Puisi: Membagi Harapan (Karya Aspar Paturusi)

Puisi "Membagi Harapan" karya Aspar Paturusi menegaskan bahwa perubahan sosial selalu bermula dari keberanian seseorang membawa dan membagikan ...
Membagi Harapan

kulihat kau terhuyung-huyung
dengan erat kau peluk sesuatu
"hei, benda apa itu" tanyaku,
"sangat hati-hati kau menjaganya"

tampak kau enggan menjawab
namun saat aku mau bertanya lagi
lantang singkat kau berkata:
"harapan"

harapan, itu bukan benda nyata
kau peluk sesuatu yang tak berwujud
tapi kau tetap melangkah ke depan
bagai menggendong beban berat

kau akan apakan harapan itu
siapa pula yang membutuhkannya
di awal tahun ini, kau berbuat sia-sia
tajam tatapanmu mukamu penuh amarah

inilah yang sangat berharga tahun ini, katamu
akan kubwa ke berbagai desa di lembah sana
mereka sudah lama menunggu harapan ini
jadi akan kubagi seadilnya pada setiap rumah

aku rindukan senyum mereka
aku rindukan sinar mata mereka
ketika kusodorkan harapan ini ke genggamannya
katamu pasti, seraya bergegas melangkah

Jakarta, 2010

Analisis Puisi:

Puisi "Membagi Harapan" menggambarkan perjumpaan seseorang dengan sosok yang memeluk sesuatu tak berwujud: harapan. Melalui dialog sederhana dan perjalanan tokoh yang ingin membagikan harapan ke desa-desa, penyair menghadirkan refleksi kemanusiaan tentang empati, perjuangan, dan tanggung jawab sosial. Harapan diperlakukan seolah benda nyata yang bisa dibawa, dijaga, dan didistribusikan kepada mereka yang membutuhkan.

Tema

Tema utama puisi ini adalah kepedulian sosial dan upaya menyebarkan harapan kepada masyarakat yang membutuhkan. Harapan digambarkan sebagai kekuatan yang memberi makna hidup dan menjadi alasan seseorang bergerak.
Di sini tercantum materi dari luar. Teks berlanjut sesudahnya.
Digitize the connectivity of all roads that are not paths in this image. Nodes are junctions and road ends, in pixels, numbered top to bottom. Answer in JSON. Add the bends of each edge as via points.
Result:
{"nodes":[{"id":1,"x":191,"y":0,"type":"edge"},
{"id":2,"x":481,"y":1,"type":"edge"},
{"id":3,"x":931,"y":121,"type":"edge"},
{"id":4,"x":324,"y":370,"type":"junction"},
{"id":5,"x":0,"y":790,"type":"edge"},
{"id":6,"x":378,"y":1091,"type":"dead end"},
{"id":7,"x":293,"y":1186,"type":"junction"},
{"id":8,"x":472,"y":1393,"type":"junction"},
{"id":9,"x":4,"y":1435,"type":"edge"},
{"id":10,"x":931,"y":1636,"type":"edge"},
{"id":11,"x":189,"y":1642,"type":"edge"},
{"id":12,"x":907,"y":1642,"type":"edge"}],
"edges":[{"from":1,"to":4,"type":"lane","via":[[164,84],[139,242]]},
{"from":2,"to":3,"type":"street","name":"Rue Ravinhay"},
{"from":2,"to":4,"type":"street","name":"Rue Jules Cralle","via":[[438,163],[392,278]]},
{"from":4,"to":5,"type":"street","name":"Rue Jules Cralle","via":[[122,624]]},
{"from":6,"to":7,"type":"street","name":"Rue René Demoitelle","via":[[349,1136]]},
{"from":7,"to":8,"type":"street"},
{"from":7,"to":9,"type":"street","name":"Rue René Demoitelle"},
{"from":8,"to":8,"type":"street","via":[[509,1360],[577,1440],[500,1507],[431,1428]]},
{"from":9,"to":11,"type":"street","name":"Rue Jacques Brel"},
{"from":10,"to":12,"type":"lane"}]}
Puisi ini bercerita tentang seorang tokoh yang memeluk “harapan” seperti benda berharga dan hendak membawanya ke desa-desa di lembah untuk dibagikan secara adil kepada setiap rumah. Penyair awalnya mempertanyakan tindakan itu, namun kemudian memahami bahwa harapan tersebut akan menghidupkan kembali senyum dan cahaya mata masyarakat yang menunggu.

Makna Tersirat

Makna tersirat puisi ini adalah bahwa harapan merupakan energi moral yang harus diperjuangkan dan dibagikan, terutama kepada mereka yang hidup dalam kekurangan atau keterpurukan. Sosok yang memeluk harapan melambangkan pejuang kemanusiaan—relawan, pendidik, atau siapa pun yang membawa perubahan.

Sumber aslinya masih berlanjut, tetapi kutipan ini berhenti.